I think this is a very good summary of adequate requirements - especially differentiating between ‚functional states‘ (‚states to convey critical affordances‘) and the host of other states. I agree not to extend the focus indication requirement to hover states - the simple reason that the cursor / finger/ stylus is right there over the element should suffice, at a minimum level.
This thing is just that it *is* complex to delineate the requirement exactly, so I fear it will remain not easy to grasp / communicate what is required. Cheers, Detlev

Sent from phone

> Am 06.12.2018 um 01:57 schrieb Alastair Campbell < <EMAIL REMOVED> >:
>
> Jared Smith wrote:
>> But what if color/contrast was the ONLY indication of
>> state, particularly hover state?
>
> I'm compiling the issues to make one update, and found we have
> discussed this aspect already:
> https://github.com/w3c/wcag21/issues/913#issuecomment-393975067
>
> In that compilation, I gathered together this set of updates to make
> to the understand docs, just bullets to use at this stage.
>
> NOTE: Very draft, still to be approved.
> -------------------
> From 1.4.11:
> - Components must continue to have contrast in different states
> ("required to identify").
> - Where a state indicates functionality of the component (e.g. a check
> in a checkbox), that aspect must have sufficient contrast ("required
> to identify … states"). However, it does not create a requirement to
> differentiate states by color internally (e.g. between default and
> hover, visited link, visited + hover etc.). A better term than
> "functionality" would be useful there.
>
> In combination with Focus Visible (2.4.7) & Use of Color (1.4.1):
> - if the focus indicator relies on color alone (so all three SCs!),
> that must provide contrast compared to the non-focused state. (E.g.
> changing the background color of a button.)
> - if the focus indicator adds/removes parts of the component, or
> changes the shape of the component, that change must have contrast.
> (e.g. adding thickness to a border that has contrast, or adding a
> separate outline.) However, it doesn't have to contrast with itself if
> it changes the shape.
>
> Not in scope:
> - Boundaries for links / buttons.
> - Default (untouched) focus indicators.

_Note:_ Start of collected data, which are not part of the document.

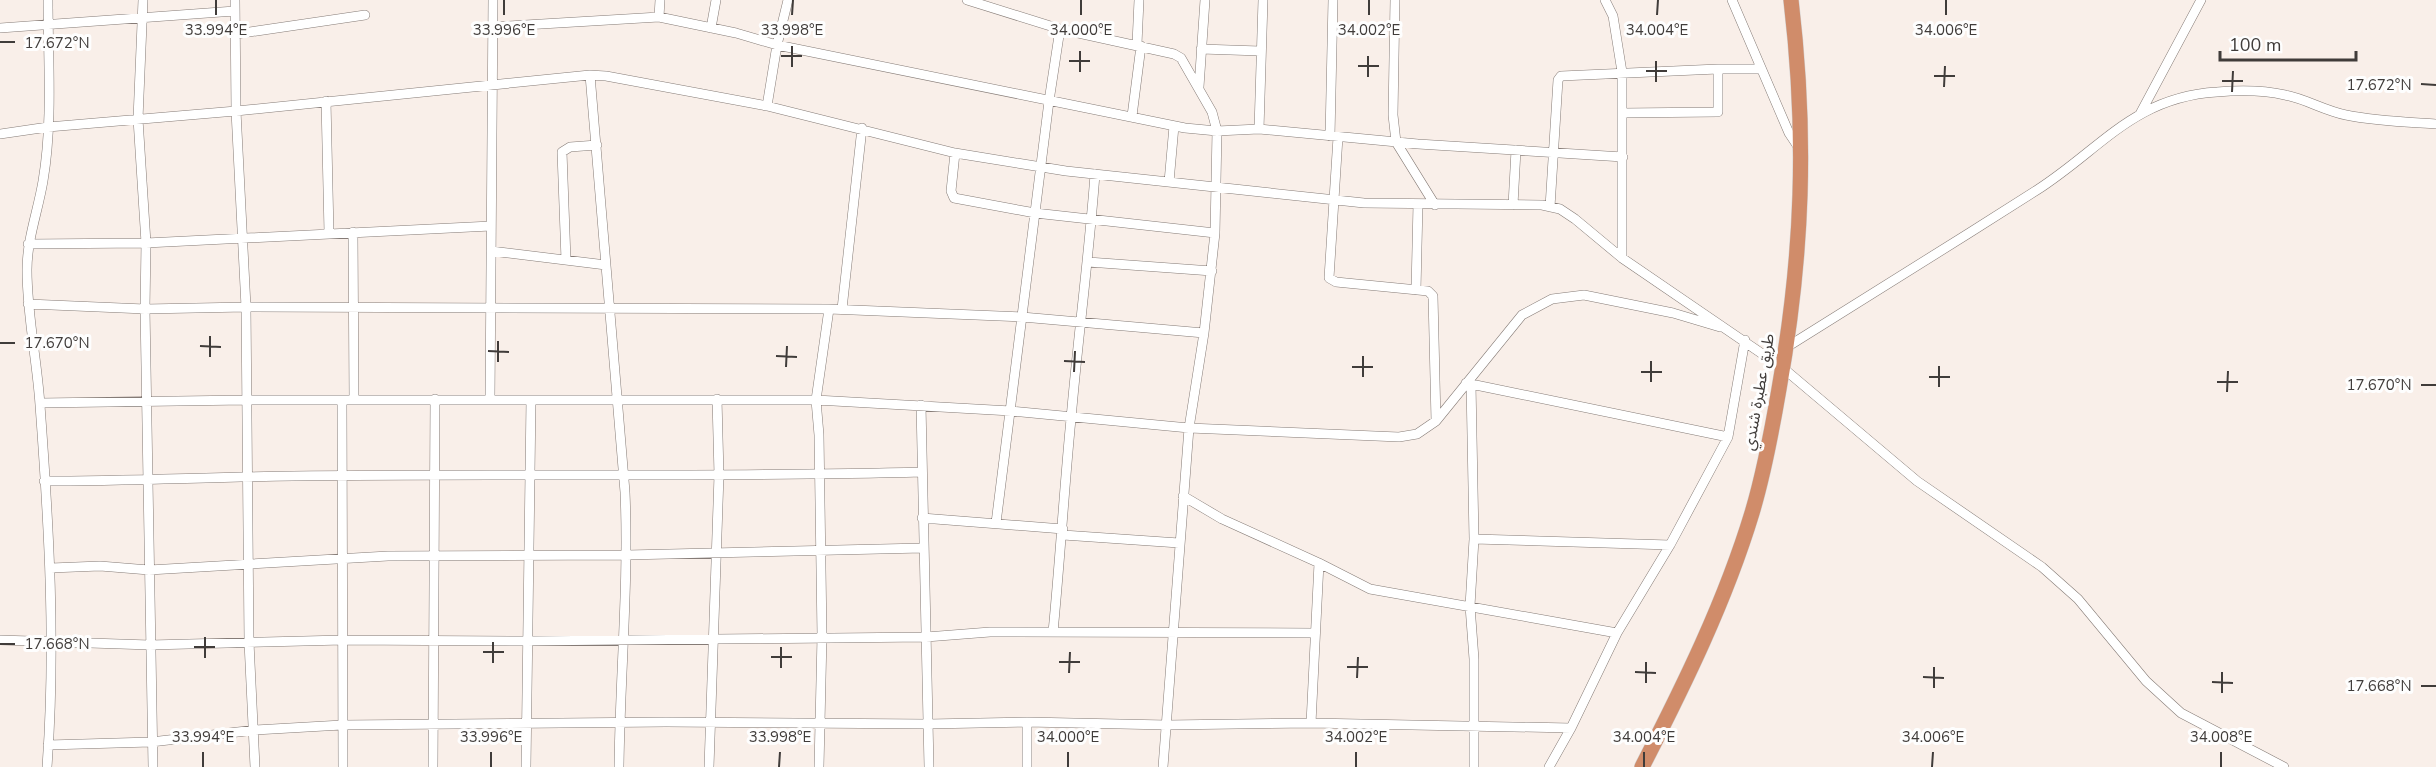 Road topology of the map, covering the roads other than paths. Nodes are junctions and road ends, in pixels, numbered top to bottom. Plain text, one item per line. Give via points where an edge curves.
1 (48, 0) edge
2 (143, 0) edge
3 (235, 0) edge
4 (493, 0) edge
5 (660, 0) edge
6 (716, 0) edge
7 (788, 0) edge
8 (967, 0) edge
9 (1139, 0) edge
10 (1205, 0) edge
11 (1263, 0) edge
12 (1333, 0) edge
13 (1395, 0) edge
14 (1605, 0) edge
15 (1732, 0) edge
16 (1791, 0) edge
17 (2201, 0) edge
18 (987, 3) edge
19 (235, 10) junction
20 (365, 15) dead end
21 (659, 17) junction
22 (143, 18) junction
23 (48, 25) junction
24 (492, 27) junction
25 (0, 28) edge
26 (711, 28) junction
27 (1060, 29) junction
28 (236, 34) junction
29 (777, 45) junction
30 (1139, 45) junction
31 (1201, 49) junction
32 (1260, 51) junction
33 (1718, 69) junction
34 (1761, 69) junction
35 (1622, 72) junction
36 (590, 75) junction
37 (491, 84) junction
38 (1199, 90) junction
39 (326, 101) junction
40 (1049, 101) junction
41 (767, 106) junction
42 (236, 111) junction
43 (1622, 113) junction
44 (2140, 114) junction
45 (1132, 116) junction
46 (138, 120) junction
47 (2436, 124) edge
48 (1174, 126) junction
49 (48, 127) junction
50 (862, 128) junction
51 (1259, 129) junction
52 (1217, 131) junction
53 (0, 134) edge
54 (1334, 136) junction
55 (1396, 142) junction
56 (597, 145) junction
57 (1516, 150) junction
58 (1555, 152) junction
59 (1801, 152) junction
60 (955, 153) junction
61 (1623, 157) junction
62 (1041, 166) junction
63 (1095, 174) junction
64 (1169, 182) junction
65 (1216, 188) junction
66 (1333, 200) junction
67 (1418, 204) junction
68 (1435, 205) junction
69 (1513, 205) junction
70 (1550, 207) junction
71 (1035, 213) junction
72 (1092, 218) junction
73 (491, 226) junction
74 (353, 232) junction
75 (329, 233) junction
76 (1215, 233) junction
77 (243, 237) junction
78 (146, 243) junction
79 (28, 244) junction
80 (490, 251) junction
81 (1622, 258) junction
82 (566, 260) junction
83 (1088, 262) junction
84 (606, 265) junction
85 (1212, 271) junction
86 (1416, 290) junction
87 (28, 304) junction
88 (246, 307) junction
89 (352, 307) junction
90 (490, 308) junction
91 (609, 308) junction
92 (146, 309) junction
93 (829, 309) junction
94 (842, 309) junction
95 (1022, 317) junction
96 (1081, 322) junction
97 (1729, 329) junction
98 (1204, 333) junction
99 (1745, 340) junction
100 (1787, 347) junction
101 (1783, 368) junction
102 (1468, 384) junction
103 (246, 399) junction
104 (435, 399) junction
105 (490, 399) junction
106 (717, 399) junction
107 (342, 400) junction
108 (354, 400) junction
109 (531, 400) junction
110 (816, 400) junction
111 (616, 401) junction
112 (147, 403) junction
113 (40, 404) junction
114 (921, 405) junction
115 (1011, 411) junction
116 (1071, 418) junction
117 (1436, 422) junction
118 (1189, 428) junction
119 (1728, 437) junction
120 (921, 472) junction
121 (819, 474) junction
122 (719, 475) junction
123 (342, 476) junction
124 (434, 476) junction
125 (247, 477) junction
126 (528, 477) junction
127 (624, 477) junction
128 (44, 481) junction
129 (149, 481) junction
130 (1183, 496) junction
131 (922, 518) junction
132 (996, 523) junction
133 (1063, 532) junction
134 (1474, 538) junction
135 (1179, 543) junction
136 (1670, 545) junction
137 (923, 548) junction
138 (822, 551) junction
139 (716, 552) junction
140 (528, 555) junction
141 (627, 555) junction
142 (434, 556) junction
143 (343, 559) junction
144 (249, 563) junction
145 (1319, 563) junction
146 (51, 568) junction
147 (149, 570) junction
148 (1470, 606) junction
149 (1053, 632) junction
150 (1172, 632) junction
151 (1314, 633) junction
152 (1617, 633) junction
153 (822, 636) junction
154 (713, 637) junction
155 (926, 637) junction
156 (0, 640) edge
157 (343, 640) junction
158 (434, 640) junction
159 (622, 640) junction
160 (526, 641) junction
161 (52, 642) junction
162 (249, 642) junction
163 (150, 645) junction
164 (620, 722) junction
165 (711, 722) junction
166 (819, 722) junction
167 (1027, 722) junction
168 (1311, 723) junction
169 (526, 724) junction
170 (928, 724) junction
171 (342, 725) junction
172 (433, 725) junction
173 (1167, 725) junction
174 (1473, 725) junction
175 (1571, 728) junction
176 (255, 730) junction
177 (151, 742) junction
178 (48, 745) junction
179 (47, 767) edge
180 (153, 767) edge
181 (255, 767) edge
182 (342, 767) edge
183 (433, 767) edge
184 (526, 767) edge
185 (619, 767) edge
186 (709, 767) edge
187 (819, 767) edge
188 (929, 767) edge
189 (1027, 767) edge
190 (1163, 767) edge
191 (1474, 767) edge
192 (1549, 767) edge
193 (1642, 767) edge
194 (2284, 767) edge

1 - 23 street
2 - 22 street
3 - 19 street
4 - 24 street
5 - 21 street
6 - 26 street
7 - 29 street
8 - 18 street
9 - 30 street
10 - 31 street
11 - 32 street
12 - 54 street
13 - 55 street
14 - 35 street via 1613,16
15 - 34 street
16 - 59 highway, طريق عطبرة شندي
17 - 44 street
18 - 27 street
19 - 22 street
19 - 28 street
20 - 28 street
21 - 24 street
21 - 26 street
22 - 23 street
22 - 46 street
23 - 25 street
23 - 49 street
24 - 37 street
26 - 29 street
27 - 30 street
27 - 40 street
28 - 42 street
29 - 40 street
29 - 41 street
30 - 38 street via 1181,58
30 - 45 street
31 - 32 street
31 - 38 street
32 - 51 street
33 - 34 street
33 - 35 street
33 - 43 street via 1718,112
34 - 59 street via 1788,133
35 - 43 street
35 - 58 street via 1561,76
36 - 37 street
36 - 41 street
36 - 56 street
37 - 39 street
37 - 73 street
38 - 52 street via 1212,112
39 - 42 street
39 - 75 street
40 - 45 street
40 - 62 street
41 - 50 street
42 - 46 street
42 - 77 street
43 - 61 street
44 - 47 street via 2183,97 2252,91 2287,95 2344,115
44 - 100 street via 2043,186
45 - 48 street
46 - 49 street
46 - 78 street
48 - 52 street
48 - 64 street
49 - 53 street
49 - 79 street via 43,181
50 - 60 street
50 - 94 street
51 - 52 street
51 - 54 street
52 - 65 street
54 - 55 street
54 - 66 street
55 - 57 street
55 - 68 street
56 - 82 street via 570,147 562,152
56 - 84 street
57 - 58 street
57 - 69 street
58 - 61 street
58 - 70 street
59 - 100 highway, طريق عطبرة شندي via 1801,208
60 - 62 street
60 - 71 street via 951,191 954,198
61 - 81 street
62 - 63 street
62 - 71 street
63 - 64 street
63 - 72 street
64 - 65 street
65 - 66 street
65 - 76 street
66 - 67 street
66 - 86 street via 1329,278 1336,282
67 - 68 street
67 - 86 street
68 - 69 street
69 - 70 street
70 - 81 street via 1575,219
71 - 72 street
71 - 95 street
72 - 76 street
72 - 83 street
73 - 74 street
73 - 80 street
74 - 75 street
74 - 89 street
75 - 77 street
76 - 85 street
77 - 78 street
77 - 88 street
78 - 79 street
78 - 92 street
79 - 87 street
80 - 82 street
80 - 90 street
81 - 97 street
82 - 84 street
83 - 85 street
83 - 96 street
84 - 91 street
85 - 98 street
86 - 117 street via 1428,291 1433,296
87 - 92 street
87 - 113 street
88 - 89 street
88 - 92 street
88 - 103 street
89 - 90 street
89 - 108 street
90 - 91 street
90 - 105 street
91 - 93 street
91 - 111 street
92 - 112 street
93 - 94 street
93 - 110 street
94 - 95 street
95 - 96 street
95 - 115 street
96 - 98 street
96 - 116 street
97 - 99 street
97 - 102 street via 1584,295 1552,299 1522,315
98 - 118 street
99 - 101 street
99 - 119 street
100 - 101 highway, طريق عطبرة شندي
101 - 193 highway, طريق عطبرة شندي via 1759,485 1737,559 1718,611
101 - 194 street via 1917,481 2042,567 2078,599 2146,681 2181,713
102 - 117 street
102 - 119 street
102 - 134 street
103 - 107 street
103 - 112 street
103 - 125 street
104 - 105 street
104 - 108 street
104 - 124 street
105 - 109 street
106 - 110 street
106 - 111 street
106 - 122 street
107 - 108 street
107 - 123 street
109 - 111 street
109 - 126 street
110 - 114 street
110 - 121 street
111 - 127 street
112 - 113 street
112 - 129 street
113 - 128 street
114 - 115 street
114 - 120 street
115 - 116 street
115 - 132 street
116 - 118 street
116 - 133 street
117 - 118 street via 1418,434 1399,437
118 - 130 street
119 - 136 street
120 - 121 street
120 - 131 street
121 - 122 street
121 - 138 street
122 - 127 street
122 - 139 street
123 - 124 street
123 - 125 street
123 - 143 street
124 - 126 street
124 - 142 street
125 - 129 street
125 - 144 street
126 - 127 street
126 - 140 street
127 - 141 street
128 - 129 street
128 - 146 street
129 - 147 street
130 - 135 street
130 - 145 street via 1222,519
131 - 132 street
131 - 137 street
132 - 133 street
133 - 135 street
133 - 149 street
134 - 136 street
134 - 148 street
135 - 150 street
136 - 152 street
137 - 138 street
137 - 155 street
138 - 139 street
138 - 153 street
139 - 141 street
139 - 154 street
140 - 141 street
140 - 142 street
140 - 160 street
141 - 159 street
142 - 143 street
142 - 158 street
143 - 144 street
143 - 157 street
144 - 147 street
144 - 162 street
145 - 148 street via 1370,589
145 - 151 street
146 - 147 street
146 - 161 street
147 - 163 street
148 - 152 street
148 - 174 street
149 - 150 street
149 - 155 street
150 - 151 street
150 - 173 street
151 - 168 street
152 - 175 street
153 - 154 street
153 - 155 street
153 - 166 street
154 - 159 street
154 - 165 street
155 - 170 street
156 - 161 street
157 - 158 street
157 - 162 street
157 - 171 street
158 - 160 street
158 - 172 street
159 - 160 street
159 - 164 street
160 - 169 street
161 - 163 street
161 - 178 street
162 - 163 street
162 - 176 street
163 - 177 street
164 - 165 street
164 - 169 street
164 - 185 street
165 - 166 street
165 - 186 street
166 - 170 street
166 - 187 street
167 - 170 street
167 - 173 street
167 - 189 street
168 - 173 street
168 - 174 street
169 - 172 street
169 - 184 street
170 - 188 street
171 - 172 street
171 - 176 street
171 - 182 street
172 - 183 street
173 - 190 street
174 - 175 street
174 - 191 street
175 - 192 street
176 - 177 street
176 - 181 street
177 - 178 street
177 - 180 street
178 - 179 street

> - Measurement is against adjacent colors of the component, not
> different states within the component (except when color-change-only
> is used for focus state).
> - Hover / visited state (except that the component must continue to
> have contrast). Whilst desirable that a component would indicate hover
> state in a perceivable way, it is not required by 1.4.11.
> ------------------
>
>> I'd be happy to hear your opinions on the "Pass or Fail?" scenarios.
>> It's still not clear to me what WCAG requires here.
>
> As per the above, differentiating hover isn't required, but I was
> hesitant to say that because you asked:
>
>> ... Cursor change would not be applicable to buttons which do not
>> (and, arguably, should not) do so on hover.
>
> What's the argument about not having a pointer change on hover? I had
> thought adding `cursor: pointer` (or whatever the CSS is) would be an
> easy thing to do. All the 'buttons' in the Gmail interface I'm using
> do that.
>
> There might have been an assumption that hover would generally change,
> and I'm not sure that was realised when that aspect was discussed, as
> we were talking about links initially. Overall I think requiring a
> hover state is problematic, and therefore requiring contrast for it is
> also problematic. Let me come back about that.
>
>> I do hope that corrections to the mistakes and ambiguity
>> in the already-published WCAG materials would be given priority
>> treatment - I think giving incorrect or ambiguous guidance is more
>> detrimental than not giving guidance at all.
>
> We did spend many hours on it, and go through hundreds of examples,
> the problem is distilling that. It helps to have conversations like
> these to iterate that distillation.
>
> Do the above notes help? I'll try to get that into the understanding
> docs soon, via the working group process.